Do you have more money streaming out of your account than you have being added? More importantly, are you ready to do something about it? If you are, keep reading.

Look at your account and understand where each red area came from. Can you group some of these things together? No app can categorize your spending the way you can. It’s up to you to find where your financial priorities are. Otherwise, it’ll just be listed as miscellaneous and you won’t be able to do anything about it. Dozens of dollars a month adds up. Save that money.

Once you do this, you’ll be able to explain what you need, what you actually need, and what you want. Use a hierarchy of spending, starting with debts, then groceries, then coffee, then whatever’s next. Could you replace coffee with sleeping more, or wait until you get to work?

Still, you have needs. You need to pay the bills. You need heat in the winter. You need to turn on the stove. How can you cut costs? Can you cut costs? The answer is yes. Bills are important. There are limited ways to get out of paying these guys, but there are ways to save money. Here’s the scoop.

When that hotline bling

When it comes to phone bills, make sure you have the right plan. There are good ways to check how much data you’re using. Download an app and be sure to use wifi while you do it. Once you have an estimate of how much data you’re using, you may find that your plan’s data cap is well over the estimate. If you have a plan for 10GB, but you’re using less than 2GB, scale back.

Heating up the gas bill

Believe it or not, it is possible to keep your lights on and pay less. By using tools, common sense, and a little reminder or two, you can cut this bill down. Some things will be intuitive, but bear with us.

Leave notes on the doors reminding yourself to turn off lights as you leave. Seriously. We all say we do this, but do we actually? Is the light in your bathroom off right now? Go check. Another idea is to change your incandescents or fluorescents to LED lights. While more expensive upfront, they save money in the long run. Just two incandescent light bulbs use as much power as a 27 inch Mac computer.  That’s a lot of power.

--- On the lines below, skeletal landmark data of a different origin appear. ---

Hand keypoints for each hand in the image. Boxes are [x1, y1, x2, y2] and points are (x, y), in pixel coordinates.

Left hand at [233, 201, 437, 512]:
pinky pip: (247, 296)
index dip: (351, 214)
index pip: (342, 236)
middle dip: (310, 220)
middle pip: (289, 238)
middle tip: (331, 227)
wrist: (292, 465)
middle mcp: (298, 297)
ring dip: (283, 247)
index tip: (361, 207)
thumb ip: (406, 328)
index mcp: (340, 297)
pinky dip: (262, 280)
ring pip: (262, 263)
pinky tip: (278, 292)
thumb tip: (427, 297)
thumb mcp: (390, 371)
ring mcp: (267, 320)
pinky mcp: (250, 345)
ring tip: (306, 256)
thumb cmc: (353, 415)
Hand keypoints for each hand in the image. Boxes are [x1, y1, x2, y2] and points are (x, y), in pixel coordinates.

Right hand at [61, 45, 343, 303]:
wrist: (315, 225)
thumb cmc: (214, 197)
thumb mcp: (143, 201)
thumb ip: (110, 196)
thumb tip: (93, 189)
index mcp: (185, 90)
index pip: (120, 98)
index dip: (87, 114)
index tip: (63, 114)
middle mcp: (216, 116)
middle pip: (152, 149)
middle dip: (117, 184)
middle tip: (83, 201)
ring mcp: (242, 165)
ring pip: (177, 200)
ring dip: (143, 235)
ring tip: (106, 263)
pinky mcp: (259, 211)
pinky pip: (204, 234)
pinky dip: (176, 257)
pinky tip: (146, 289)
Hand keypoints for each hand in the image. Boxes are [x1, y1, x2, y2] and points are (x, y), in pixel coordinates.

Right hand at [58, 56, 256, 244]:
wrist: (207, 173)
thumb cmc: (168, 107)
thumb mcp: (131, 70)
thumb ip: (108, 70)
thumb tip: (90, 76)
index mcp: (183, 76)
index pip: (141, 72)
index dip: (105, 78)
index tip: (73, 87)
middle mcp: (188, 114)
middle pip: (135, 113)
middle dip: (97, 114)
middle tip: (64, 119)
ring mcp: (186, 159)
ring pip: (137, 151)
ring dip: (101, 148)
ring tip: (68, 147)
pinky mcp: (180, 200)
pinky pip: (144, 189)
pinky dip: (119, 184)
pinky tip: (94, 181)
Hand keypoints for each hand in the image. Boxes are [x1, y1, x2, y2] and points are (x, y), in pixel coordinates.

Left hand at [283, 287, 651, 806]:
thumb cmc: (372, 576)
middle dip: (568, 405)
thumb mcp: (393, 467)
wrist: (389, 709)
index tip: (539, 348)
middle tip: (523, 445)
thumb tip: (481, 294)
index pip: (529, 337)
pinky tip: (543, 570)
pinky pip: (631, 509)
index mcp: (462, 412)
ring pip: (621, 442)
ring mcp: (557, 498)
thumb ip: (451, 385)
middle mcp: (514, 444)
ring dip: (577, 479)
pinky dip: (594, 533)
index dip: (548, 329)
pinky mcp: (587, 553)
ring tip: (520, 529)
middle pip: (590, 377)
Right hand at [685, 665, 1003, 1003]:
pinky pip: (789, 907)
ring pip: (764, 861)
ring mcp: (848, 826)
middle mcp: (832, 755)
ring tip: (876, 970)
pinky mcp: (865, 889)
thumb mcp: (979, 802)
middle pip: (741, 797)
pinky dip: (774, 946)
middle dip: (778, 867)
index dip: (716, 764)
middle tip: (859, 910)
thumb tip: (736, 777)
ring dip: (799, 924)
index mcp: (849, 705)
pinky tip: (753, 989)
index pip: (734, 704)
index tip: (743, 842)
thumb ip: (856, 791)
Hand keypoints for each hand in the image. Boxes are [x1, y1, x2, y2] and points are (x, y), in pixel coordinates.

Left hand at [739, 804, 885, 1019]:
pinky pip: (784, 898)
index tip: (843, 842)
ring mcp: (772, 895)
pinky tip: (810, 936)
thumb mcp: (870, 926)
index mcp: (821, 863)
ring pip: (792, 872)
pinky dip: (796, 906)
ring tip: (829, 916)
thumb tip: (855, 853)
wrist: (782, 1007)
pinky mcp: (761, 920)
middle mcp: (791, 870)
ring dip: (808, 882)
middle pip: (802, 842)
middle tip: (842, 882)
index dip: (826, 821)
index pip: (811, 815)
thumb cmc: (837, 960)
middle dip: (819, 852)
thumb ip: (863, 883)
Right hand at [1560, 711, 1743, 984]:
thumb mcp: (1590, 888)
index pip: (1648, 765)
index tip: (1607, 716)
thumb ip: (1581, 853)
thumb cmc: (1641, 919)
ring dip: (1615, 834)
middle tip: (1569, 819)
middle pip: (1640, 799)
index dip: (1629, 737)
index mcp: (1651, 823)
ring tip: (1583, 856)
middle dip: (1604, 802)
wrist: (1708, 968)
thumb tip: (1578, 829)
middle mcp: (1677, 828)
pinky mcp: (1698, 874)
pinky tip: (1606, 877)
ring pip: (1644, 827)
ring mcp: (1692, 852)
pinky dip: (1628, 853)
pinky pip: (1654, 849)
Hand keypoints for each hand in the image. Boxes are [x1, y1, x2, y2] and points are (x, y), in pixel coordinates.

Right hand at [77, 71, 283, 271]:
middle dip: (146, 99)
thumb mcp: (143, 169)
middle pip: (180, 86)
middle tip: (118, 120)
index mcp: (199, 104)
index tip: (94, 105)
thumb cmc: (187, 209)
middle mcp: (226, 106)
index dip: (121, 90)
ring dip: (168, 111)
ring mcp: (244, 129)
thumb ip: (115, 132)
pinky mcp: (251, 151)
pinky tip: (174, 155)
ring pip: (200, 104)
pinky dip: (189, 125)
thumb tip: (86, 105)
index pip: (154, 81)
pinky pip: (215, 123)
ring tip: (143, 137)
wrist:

Secondly, unplug things you don’t use that often. Why is the toaster plugged in when you only use it in the morning? What is charging right now that has been charging for hours? Stop that. It doesn’t do you any good if you don’t need it charged up right now. Remember that stereo equipment still draw power when they’re plugged in but turned off. Go around and physically unplug things. Trust us.

Turn off your air conditioner right now. It’s February, what are you, crazy? Instead, turn off some of those heat generating electronics you like so much. Wear less clothes, and okay, you can have it on a little. Just don’t overdo it. No your limits. This can be the whopper of your bill.

When we’re shaving this bill, remember that every little bit counts. Turn off your electronics when you’re not using them. No, we don’t mean log off. Turn them off. You’d be surprised how that money just came back to you.

Use timers to keep things on only when you need it. This will save some moolah on items that should be on, but then we’re not around to turn them off when we need to be. This is especially useful for lamps. While you’re at it, will you really need hot water around three in the morning? What about the internet around five? You can put these things on timers.

Use appliances at night during off peak hours. Your utility company may charge lower during these times. That energy can be saved after all! You did it!

Watching the cable, satellite, whatever

You can either change or downgrade your plan. Who has time for all of those premium channels, or premium features? Who wants to sit in front of a TV that long anyway? Contact your company and ask how much you’re really getting for your plan right now. Some of it may be something you haven’t even heard of before, and definitely something you don’t need.

Sometimes all you have to do is ask. A sales rep may be able to lower the rate for you. Ask to the customer retention department. Don’t let them increase your bill. Who knows, a promotional rate may be in your future.

Give yourself some credit

We can’t really save here, but we can try to cut some loose ends. Credit cards never appreciate in value, and there’s no easy way to make this positive. Let’s focus on getting the number to zero.

Find lower interest, or higher rewards. You should always try to compare these guys as much as possible. Finding a better deal should always be a priority. Make sure to read agreements carefully so you don’t wind up paying for anything you could get for free. You’d be amazed that more than half of consumers that participated in a study by MasterCard weren’t familiar with the benefits offered to them. Many cards extend a manufacturer’s warranty. Credit cards sometimes offer extra travel accident insurance, trip cancellation insurance, and/or travel emergency insurance.

If you have a higher-interest card, and you just found a lower-interest card, go ahead and transfer your balance. The least it can do is save you thousands in interest while you work on chopping the debt down. There may be a small fee to transfer, it’s insignificant to what you could be saving.

Just call and remind them that you’ve been a customer for a while, and that you’d like to have a break on that interest rate. The worst that could happen is that they just say no. If that happens, let them know that you’ve been perusing a balance transfer with their competitor who has lower interest. Don’t let them call a bluff. Do it if they don’t budge.